12. . . Molybdenum metal layer

120. . . Conveyor

121. . . roller

13. . . Copper gallium metal layer

130. . . Second heater

131. . . Second heating tube

14. . . Indium metal layer

140. . . Graphite plate

15. . . Selenium layer

16. . . CIGSe metal layer

20. . . Annealing device

21~25. . . Annealing chamber

26. . . Bottom plate

27. . . Groove

31~32. . . Cooling room

35. . . Entrance

36. . . Export

40. . . Conveyor

41. . . Wheel

42. . . Push rod

43. . . Abutting rod

50. . . Heater

51. . . Spotted spot

52. . . Strip spot

60. . . Graphite plate

71. . . First direction

72. . . Second direction

Figure 1A shows a schematic diagram of one of the steps in the fabrication of a CIGS thin film solar cell.

Figure 1B shows a schematic diagram of one of the steps in the fabrication of a CIGS thin film solar cell.

2A is a schematic view showing the external structure of an annealing device of a conventional thin film solar cell.

2B is a schematic view showing the internal structure of each annealing chamber of an annealing device of a conventional thin film solar cell.

Figure 3 shows a schematic view of a conventional transfer device for a thin film solar cell annealing apparatus.

4 is a schematic view showing a thin film solar cell annealing apparatus according to an embodiment of the present invention.

Figure 5 is a schematic view showing a conveying apparatus of a thin film solar cell annealing apparatus according to an embodiment of the present invention.

Figure 6 shows a schematic view of a CIGS thin film solar cell after annealing has been completed using an annealing device for a thin film solar cell.

10. . . CIGS thin film solar cell

100. . . Thin film solar cell annealing device

110. . . First heater

111. . . First heating tube

112. . . Glass quartz sleeve

121. . . roller

130. . . Second heater

131. . . Second heating tube

140. . . Graphite plate

twenty one. . . Annealing chamber

35. . . Entrance

Claims (4)

A thin film solar cell annealing device, which is suitable for annealing a thin film solar cell, comprising: at least one annealing chamber; a first heater disposed in the annealing chamber for heating the thin film solar cell, wherein the first The heater comprises a plurality of first heating tubes and a plurality of glass quartz sleeves (Robax), and the outer side of each of the first heating tubes is respectively sleeved with the glass quartz sleeve, thereby protecting the first heating tubes, and the The first heating tubes are located on the bottom sides of the rollers and do not protrude from the rollers; and a conveying device is disposed in the annealing chamber and includes a plurality of rollers, each of which is along a first direction Arranging and rotating in the same direction, wherein the back surface of the thin film solar cell contacts the rollers, so that the thin film solar cell moves along the first direction on the rollers, so that the thin film solar cell in the annealing chamber is opposite to the The first heater moves.

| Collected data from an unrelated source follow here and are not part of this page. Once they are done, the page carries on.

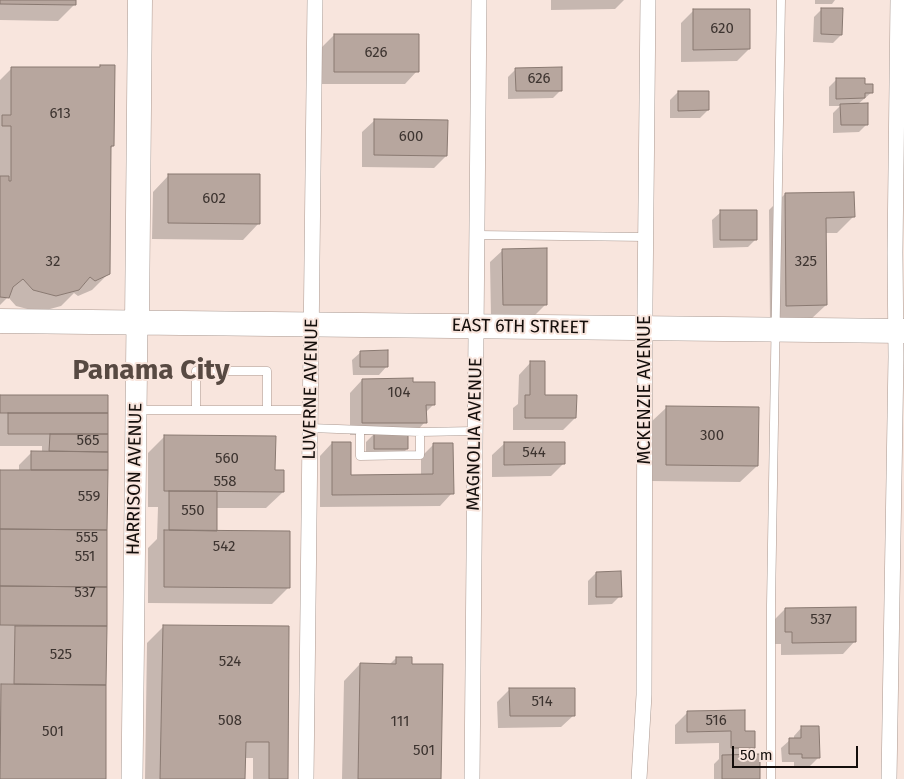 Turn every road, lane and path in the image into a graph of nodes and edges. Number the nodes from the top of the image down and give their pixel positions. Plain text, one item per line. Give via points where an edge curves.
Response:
1 (140, 0) edge
2 (315, 0) edge
3 (479, 0) edge
4 (648, 0) edge
5 (781, 0) edge
6 (898, 0) edge
7 (477, 235) junction
8 (646, 237) junction
9 (0, 321) edge
10 (136, 323) junction
11 (311, 325) junction
12 (476, 326) junction
13 (645, 328) junction
14 (775, 329) junction
15 (900, 330) edge
16 (136, 410) junction
17 (196, 410) junction
18 (266, 410) junction
19 (310, 410) junction
20 (310, 428) junction
21 (360, 430) junction
22 (476, 431) junction
23 (420, 432) junction
24 (132, 779) edge
25 (306, 779) edge
26 (472, 779) edge
27 (639, 779) edge
28 (771, 779) edge
29 (889, 779) edge

1 - 10 main road, HARRISON AVENUE
2 - 11 street, LUVERNE AVENUE
3 - 7 street, MAGNOLIA AVENUE
4 - 8 street, MCKENZIE AVENUE
5 - 14 lane
6 - 15 street
7 - 8 lane
7 - 12 street, MAGNOLIA AVENUE
8 - 13 street, MCKENZIE AVENUE
9 - 10 main road, EAST 6TH STREET
10 - 11 main road, EAST 6TH STREET
10 - 16 street, HARRISON AVENUE
11 - 12 main road, EAST 6TH STREET
11 - 19 street, LUVERNE AVENUE
12 - 13 main road, EAST 6TH STREET
12 - 22 street, MAGNOLIA AVENUE
13 - 14 main road, EAST 6TH STREET
13 - 27 street, MCKENZIE AVENUE via 644,696
14 - 15 main road, EAST 6TH STREET
14 - 28 lane
15 - 29 street
16 - 17 lane
16 - 24 street, HARRISON AVENUE
17 - 18 lane
17 - 18 lane via 196,371 267,371
18 - 19 lane
19 - 20 street, LUVERNE AVENUE
20 - 21 lane
20 - 25 street, LUVERNE AVENUE
21 - 23 lane
21 - 23 lane via 360,456 420,455
22 - 23 lane
22 - 26 street, MAGNOLIA AVENUE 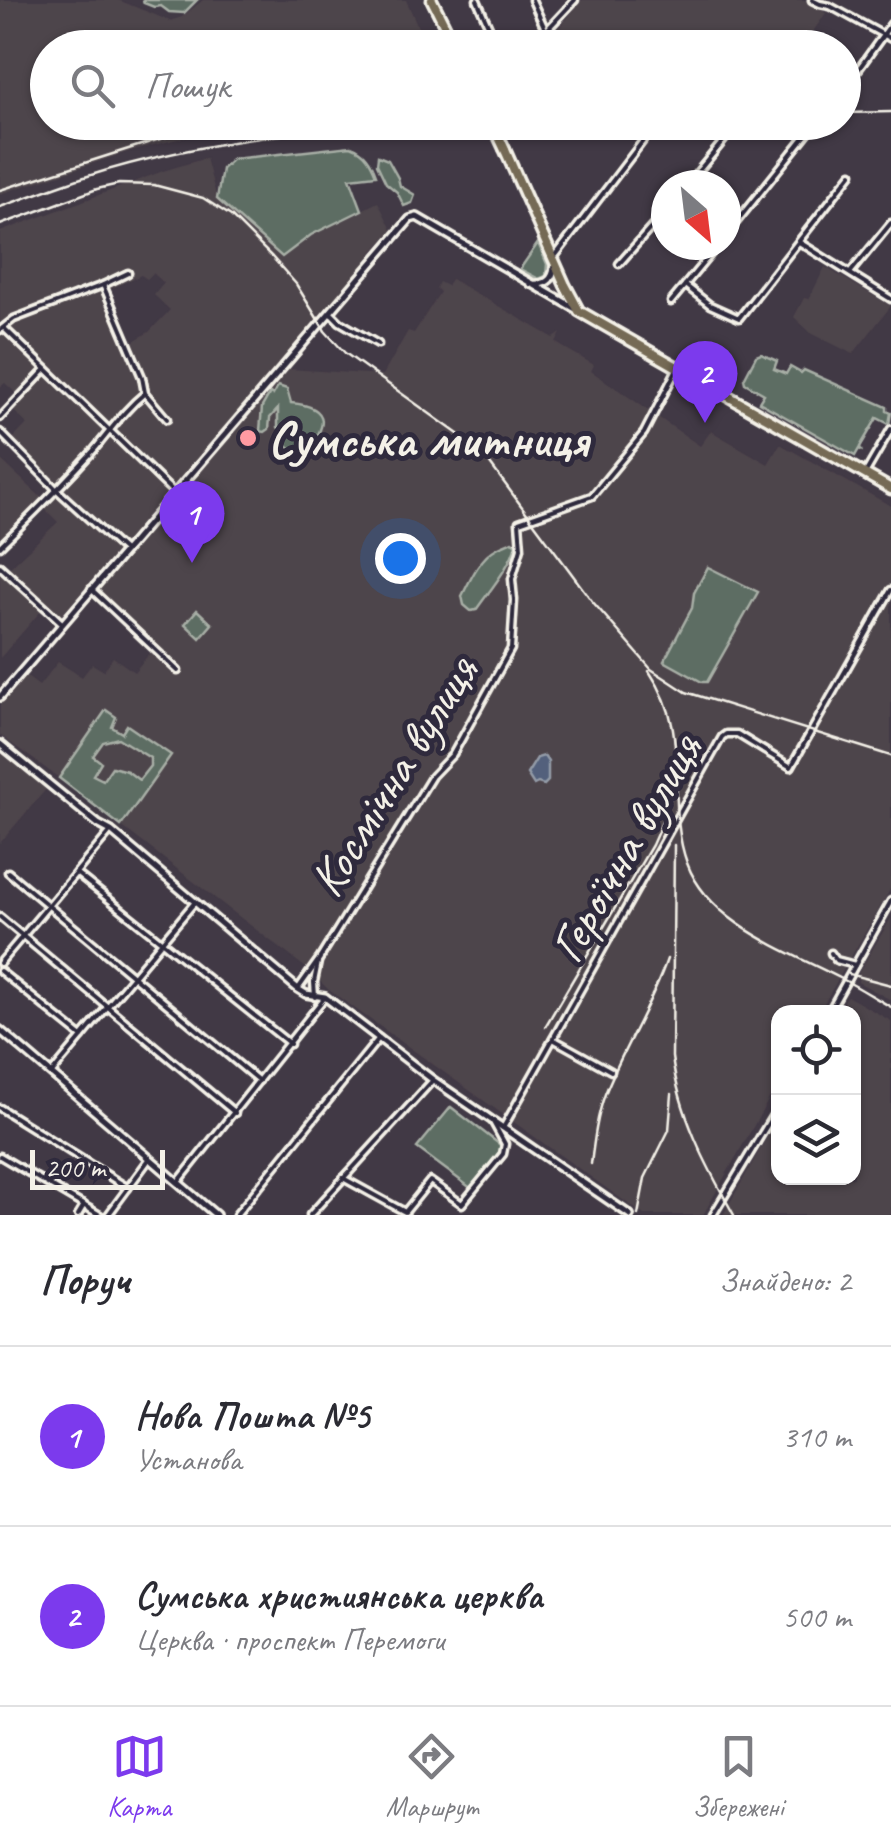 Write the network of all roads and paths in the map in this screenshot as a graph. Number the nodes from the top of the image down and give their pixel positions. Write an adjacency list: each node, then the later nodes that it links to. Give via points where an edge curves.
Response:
1 (432, 0): 9 (main road)
2 (478, 0): 8 (street)
3 (532, 0): 10 (street)
4 (575, 0): 11 (street)
5 (812, 0): 6 (street)
6 (832, 3): 12 (street)
7 (891, 24): 12 (street)
8 (489, 27)
9 (447, 30)
10 (546, 30)
11 (547, 30)
12 (884, 34): 13 (street); 14 (street)
13 (891, 39)
14 (861, 66)
15 (500, 140): 25 (main road, bridge)
16 (643, 140): 25 (street)
17 (725, 140): 19 (street)
18 (802, 140): 21 (street)
19 (700, 170)
20 (852, 173): 24 (street)
21 (741, 216)
22 (891, 222): 29 (street)
23 (651, 228): 27 (street)
24 (800, 242): 29 (street); 32 (street, via 739,318)
25 (553, 259): 30 (street, via 549,281); 35 (main road)
26 (706, 260): 32 (street)
27 (619, 264)
28 (128, 273): 31 (street)
29 (850, 273): 33 (street)
30 (530, 284): 35 (street); 36 (street, via 417,217)
31 (102, 285): 37 (street); 41 (street)
32 (685, 286): 34 (street)
33 (891, 299)
34 (671, 302)
35 (579, 310): 39 (main road)
36 (330, 312): 38 (street); 50 (street)
37 (2, 329): 40 (street)
38 (378, 344)
39 (678, 366): 47 (main road); 70 (street, Космічна вулиця, via 644,433 592,496 519,522 511,649 453,754 432,776)
40 (46, 369): 42 (street); 46 (street)
41 (145, 393): 43 (street); 46 (street)
42 (0, 418)
43 (167, 419)
44 (891, 429): 47 (street)
45 (0, 432): 49 (street)
46 (110, 432): 49 (street); 50 (street)
47 (865, 474): 48 (main road)
48 (891, 489)
49 (57, 490): 51 (street); 52 (street)
50 (174, 494): 52 (street)
51 (0, 546)
52 (125, 552): 54 (street)
53 (0, 566): 56 (street)
54 (91, 590): 56 (street); 57 (street)
55 (891, 590): 83 (street, Героїчна вулиця, via 791,767 736,734 722,737)
56 (62, 623): 58 (street)
57 (178, 670)
58 (0, 698)
59 (0, 744): 60 (street)
60 (111, 831): 62 (street); 64 (street)
61 (8, 872): 65 (street)
62 (76, 873): 65 (street); 68 (street)
63 (891, 901): 72 (street)
64 (195, 902): 68 (street); 75 (street)
65 (49, 905): 67 (street); 74 (street)
66 (0, 917): 67 (street)
67 (23, 936): 71 (street); 79 (street)
68 (161, 942): 74 (street); 84 (street)
69 (830, 953): 72 (street)
70 (320, 958): 75 (street, Космічна вулиця); 76 (street)
71 (0, 963)
72 (855, 965): 78 (street)
73 (0, 971): 81 (street)
74 (132, 977): 79 (street); 88 (street)
75 (298, 989): 76 (street)
76 (315, 997): 77 (street)
77 (325, 997): 82 (street); 84 (street)
78 (833, 1005)
79 (107, 1007): 81 (street); 90 (street)
80 (0, 1030): 86 (street)
81 (82, 1037): 86 (street)
82 (379, 1038): 87 (street); 104 (street)
83 (553, 1039): 85 (street); 93 (street, Героїчна вулиця)
84 (290, 1044): 88 (street)
85 (611, 1072)
86 (52, 1073): 95 (street)
87 (433, 1080): 92 (street); 96 (street)
88 (259, 1082): 90 (street)
89 (0, 1108): 98 (street)
90 (234, 1113): 97 (street)
91 (771, 1119): 107 (street)
92 (492, 1120): 93 (street); 96 (street, via 504,1154 462,1204 430,1181 404,1212)
93 (503, 1128): 106 (street)
94 (0, 1156): 99 (street)
95 (150, 1158): 97 (street); 98 (street)
96 (343, 1178): 105 (street)
97 (178, 1182): 103 (street)
98 (128, 1188): 102 (street)
99 (84, 1205): 100 (street); 101 (street)
100 (78, 1215)
101 (100, 1215)
102 (108, 1215)
103 (216, 1215)
104 (236, 1215)
105 (310, 1215)
106 (630, 1215)
107 (714, 1215)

The thin film solar cell annealing device of claim 1, wherein the first heating tubes are located at a bottom side of a gap between two adjacent rollers. The thin film solar cell annealing device of claim 1, further comprising a second heater and a graphite plate, wherein the graphite plate is disposed between the second heater and the thin film solar cell, the second heating Contains multiple The second heating tube is used to heat the thin film solar cell via the graphite plate. The thin film solar cell annealing device of claim 1, wherein at least one annealing chamber comprises a first annealing chamber and a second annealing chamber, and the first annealing chamber and the second annealing chamber are in communication, and The rollers of the first annealing chamber cooperate with the rollers of the second annealing chamber to transfer the thin film solar cell from the first annealing chamber to the second annealing chamber.